**WORK REQUIRED**
State the number of lines in these records that include the word "each", and add nothing to it.

───── DATA SUPPLIED ─────

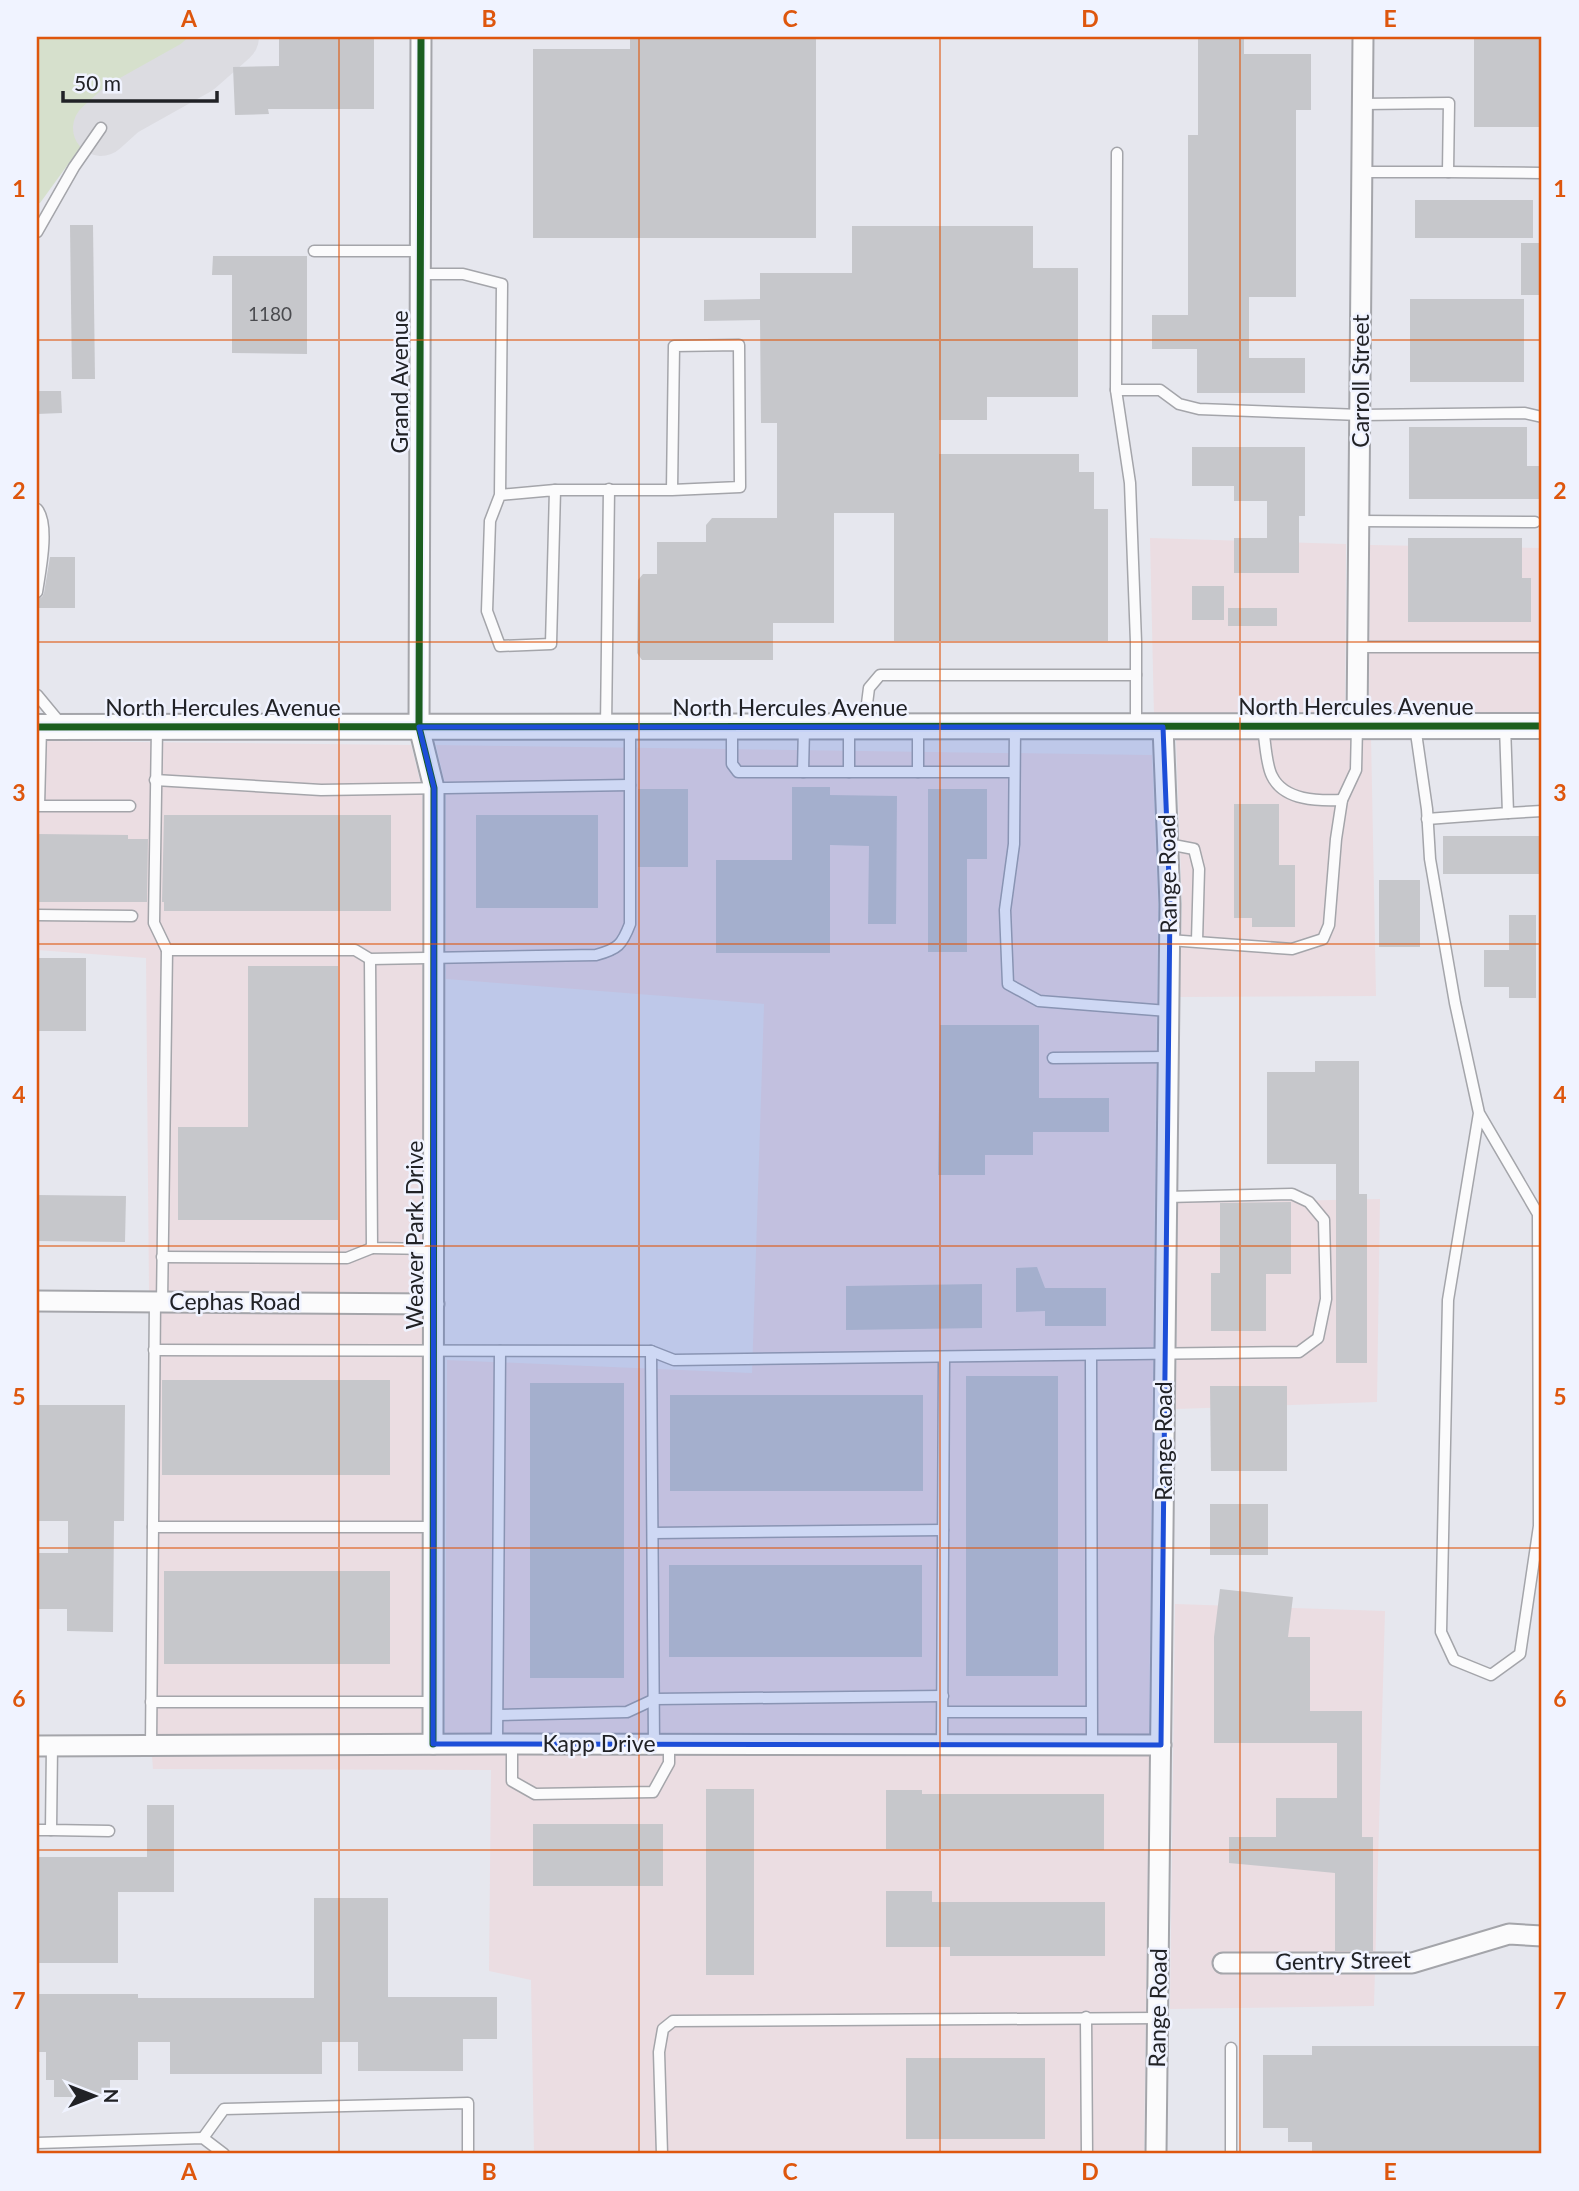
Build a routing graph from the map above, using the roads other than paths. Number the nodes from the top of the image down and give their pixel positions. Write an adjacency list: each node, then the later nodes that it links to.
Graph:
1 (421, 37): 11 (street, Grand Avenue)
2 (1363, 37): 3 (street, Carroll Street)
3 (1362, 104): 6 (street, Carroll Street); 7 (lane)
4 (101, 128): 9 (lane)
5 (1117, 153): 13 (lane)
6 (1361, 172): 7 (lane); 14 (street, Carroll Street)
7 (1448, 172): 8 (lane)
8 (1542, 173)
9 (37, 232)
10 (314, 251): 11 (lane)
11 (419, 251): 12 (street, Grand Avenue)
12 (419, 274): 19 (lane); 35 (street, Grand Avenue)
13 (1116, 390): 14 (lane); 26 (lane)
14 (1362, 415): 15 (lane); 21 (street, Carroll Street)
15 (1542, 417)
16 (609, 489): 17 (lane); 18 (lane); 36 (lane)
17 (555, 490): 19 (lane); 19 (lane)
18 (672, 490): 18 (lane)
19 (500, 495)
20 (37, 509): 23 (lane)
21 (1359, 521): 22 (lane); 25 (street, Carroll Street)
22 (1535, 522)
23 (37, 592)
24 (1542, 647): 25 (lane)
25 (1358, 648): 29 (street, Carroll Street)
26 (1136, 675): 39 (lane); 42 (lane)
27 (37, 695): 33 (lane)
28 (1263, 726): 29 (street, North Hercules Avenue); 43 (street, North Hercules Avenue); 51 (lane)
29 (1357, 726): 30 (street, North Hercules Avenue); 51 (lane)
30 (1415, 726): 31 (street, North Hercules Avenue); 56 (lane)
31 (1505, 726): 32 (street, North Hercules Avenue); 55 (lane)
32 (1542, 726)
33 (47, 727): 34 (street, North Hercules Avenue); 52 (lane)
34 (157, 727): 35 (street, North Hercules Avenue); 48 (lane)
35 (419, 727): 36 (street, North Hercules Avenue); 50 (street, Weaver Park Drive)
36 (618, 727): 37 (street, North Hercules Avenue); 49 (lane)
37 (732, 727): 38 (street, North Hercules Avenue); 44 (lane)
38 (804, 727): 39 (street, North Hercules Avenue); 44 (lane)
39 (856, 727): 40 (street, North Hercules Avenue); 45 (lane)
40 (918, 727): 41 (street, North Hercules Avenue); 46 (lane)
41 (1015, 727): 42 (street, North Hercules Avenue); 47 (lane)
42 (1136, 727): 43 (street, North Hercules Avenue)
43 (1163, 727): 57 (street, Range Road)
44 (803, 772): 45 (lane)
45 (849, 772): 46 (lane)
46 (919, 772): 47 (lane)
47 (1014, 772): 65 (lane)
48 (155, 780): 50 (lane); 62 (lane)
49 (630, 785): 50 (lane); 63 (lane)
50 (434, 788): 63 (street, Weaver Park Drive)
51 (1342, 800): 61 (lane)
52 (38, 806): 53 (lane)
53 (130, 806)
54 (1542, 811): 55 (lane)
55 (1508, 813): 56 (lane)
56 (1427, 819): 68 (lane)
57 (1168, 844): 60 (street, Range Road); 61 (lane)
58 (37, 915): 59 (lane)
59 (132, 916)
60 (1170, 940): 61 (lane); 65 (street, Range Road)
61 (1197, 941)
62 (167, 950): 64 (lane); 72 (lane)
63 (434, 958): 64 (lane); 71 (street, Weaver Park Drive)
64 (370, 959): 70 (lane)
65 (1168, 1011): 66 (street, Range Road)
66 (1167, 1057): 67 (lane); 69 (street, Range Road)
67 (1052, 1058)
68 (1479, 1113): 68 (lane)
69 (1166, 1197): 80 (street, Range Road); 80 (lane)
70 (372, 1248): 71 (lane); 72 (lane)
71 (434, 1249): 75 (street, Weaver Park Drive)
72 (162, 1257): 74 (lane)
73 (37, 1301): 74 (street, Cephas Road)
74 (159, 1302): 75 (street, Cephas Road); 76 (lane)
75 (434, 1304): 79 (street, Weaver Park Drive)
76 (154, 1350): 79 (lane); 84 (lane)
77 (500, 1351): 78 (lane); 79 (lane); 93 (lane)
78 (651, 1351): 82 (lane); 86 (lane)
79 (435, 1352): 83 (street, Weaver Park Drive)
80 (1165, 1354): 81 (lane); 100 (street, Range Road)
81 (1091, 1356): 82 (lane); 92 (lane)
82 (944, 1358): 85 (lane)
83 (434, 1527): 84 (lane); 90 (street, Weaver Park Drive)
84 (153, 1528): 89 (lane)
85 (943, 1530): 86 (lane); 87 (lane)
86 (653, 1533): 88 (lane)
87 (943, 1696): 88 (lane); 91 (lane)
88 (655, 1699): 93 (lane); 96 (lane)
89 (151, 1702): 90 (lane); 98 (lane)
90 (434, 1702): 94 (street, Weaver Park Drive)
91 (943, 1712): 92 (lane); 97 (lane)
92 (1091, 1712): 99 (lane)
93 (498, 1715): 95 (lane)
94 (433, 1744): 95 (street, Kapp Drive); 98 (street, Kapp Drive)
95 (505, 1744): 96 (street, Kapp Drive); 96 (lane)
96 (662, 1744): 97 (street, Kapp Drive)
97 (942, 1744): 99 (street, Kapp Drive)
98 (150, 1745): 101 (street, Kapp Drive)
99 (1092, 1745): 100 (street, Kapp Drive)
100 (1161, 1745): 108 (street, Range Road)
101 (44, 1746): 103 (lane)
102 (37, 1830): 103 (lane)
103 (51, 1830): 104 (lane)
104 (109, 1831)
105 (1542, 1936): 106 (street, Gentry Street)
106 (1223, 1964)
107 (1086, 2017): 108 (lane); 114 (lane); 115 (lane)
108 (1158, 2018): 116 (street, Range Road)
109 (1231, 2048): 117 (lane)
110 (203, 2138): 111 (lane); 112 (lane); 113 (lane)
111 (37, 2143)
112 (224, 2154)
113 (468, 2154)
114 (662, 2154)
115 (1087, 2154)
116 (1156, 2154)
117 (1231, 2154)

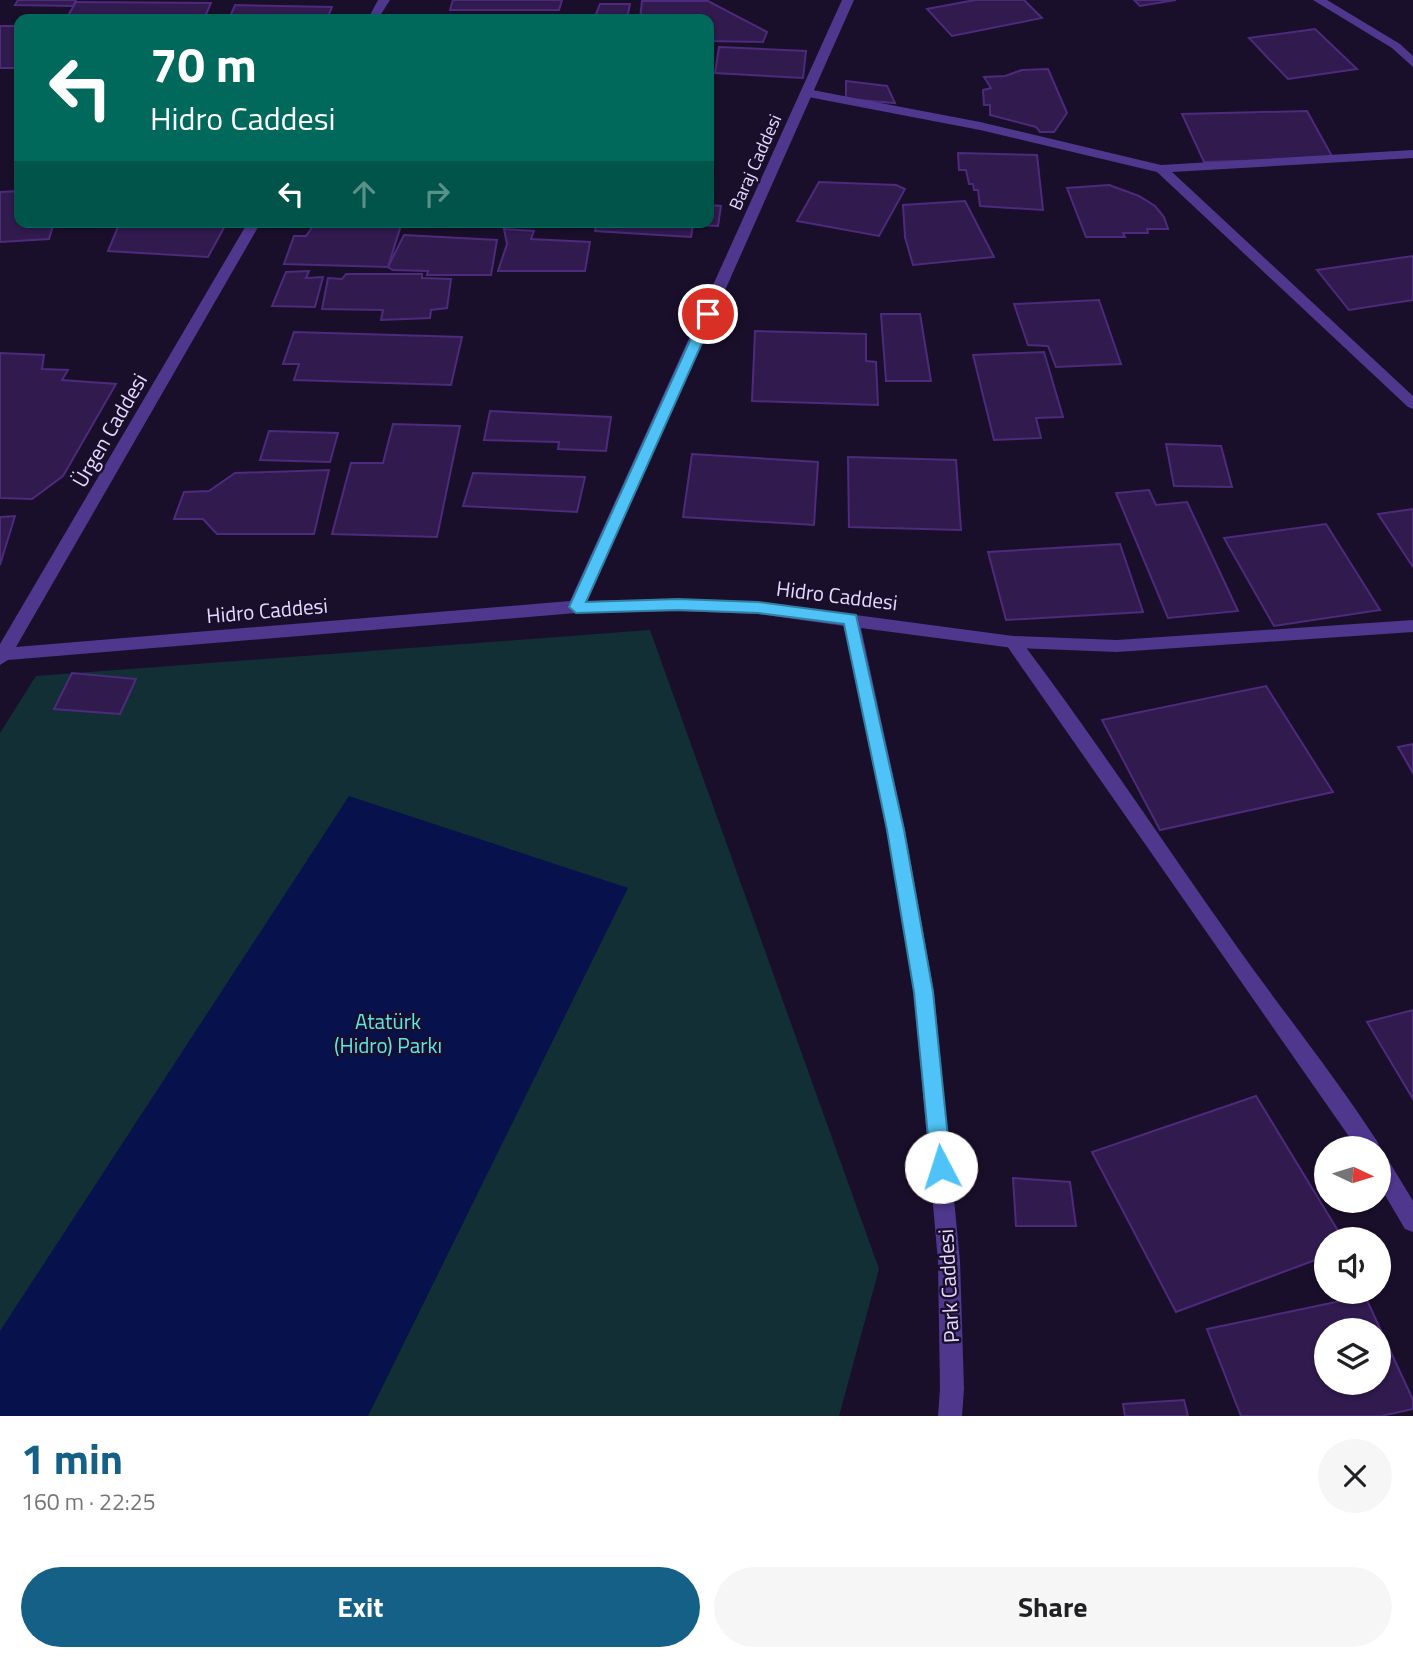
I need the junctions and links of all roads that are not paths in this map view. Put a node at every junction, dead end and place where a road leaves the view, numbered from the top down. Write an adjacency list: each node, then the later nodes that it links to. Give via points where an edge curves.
1 (848, 0): 4 (street, Baraj Caddesi)
2 (1320, 0): 3 (street, via 1396,46)
3 (1413, 63)
4 (807, 93): 6 (street, via 980,126); 9 (street, Baraj Caddesi)
5 (1413, 154): 6 (street)
6 (1161, 169): 8 (street)
7 (252, 228): 13 (street, Ürgen Caddesi)
8 (1413, 404)
9 (576, 607): 10 (street, Hidro Caddesi, via 758,608); 13 (street, Hidro Caddesi)
10 (851, 619): 12 (street, Hidro Caddesi); 17 (street, Park Caddesi, via 896,830 923,992 949,1261)
11 (1413, 626): 12 (street, Hidro Caddesi, via 1117,646)
12 (1013, 642): 14 (street)
13 (2, 656)
14 (1362, 1136)
15 (1391, 1185): 16 (street)
16 (1413, 1221)
17 (950, 1416)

─────

**ANSWER SPACE**
2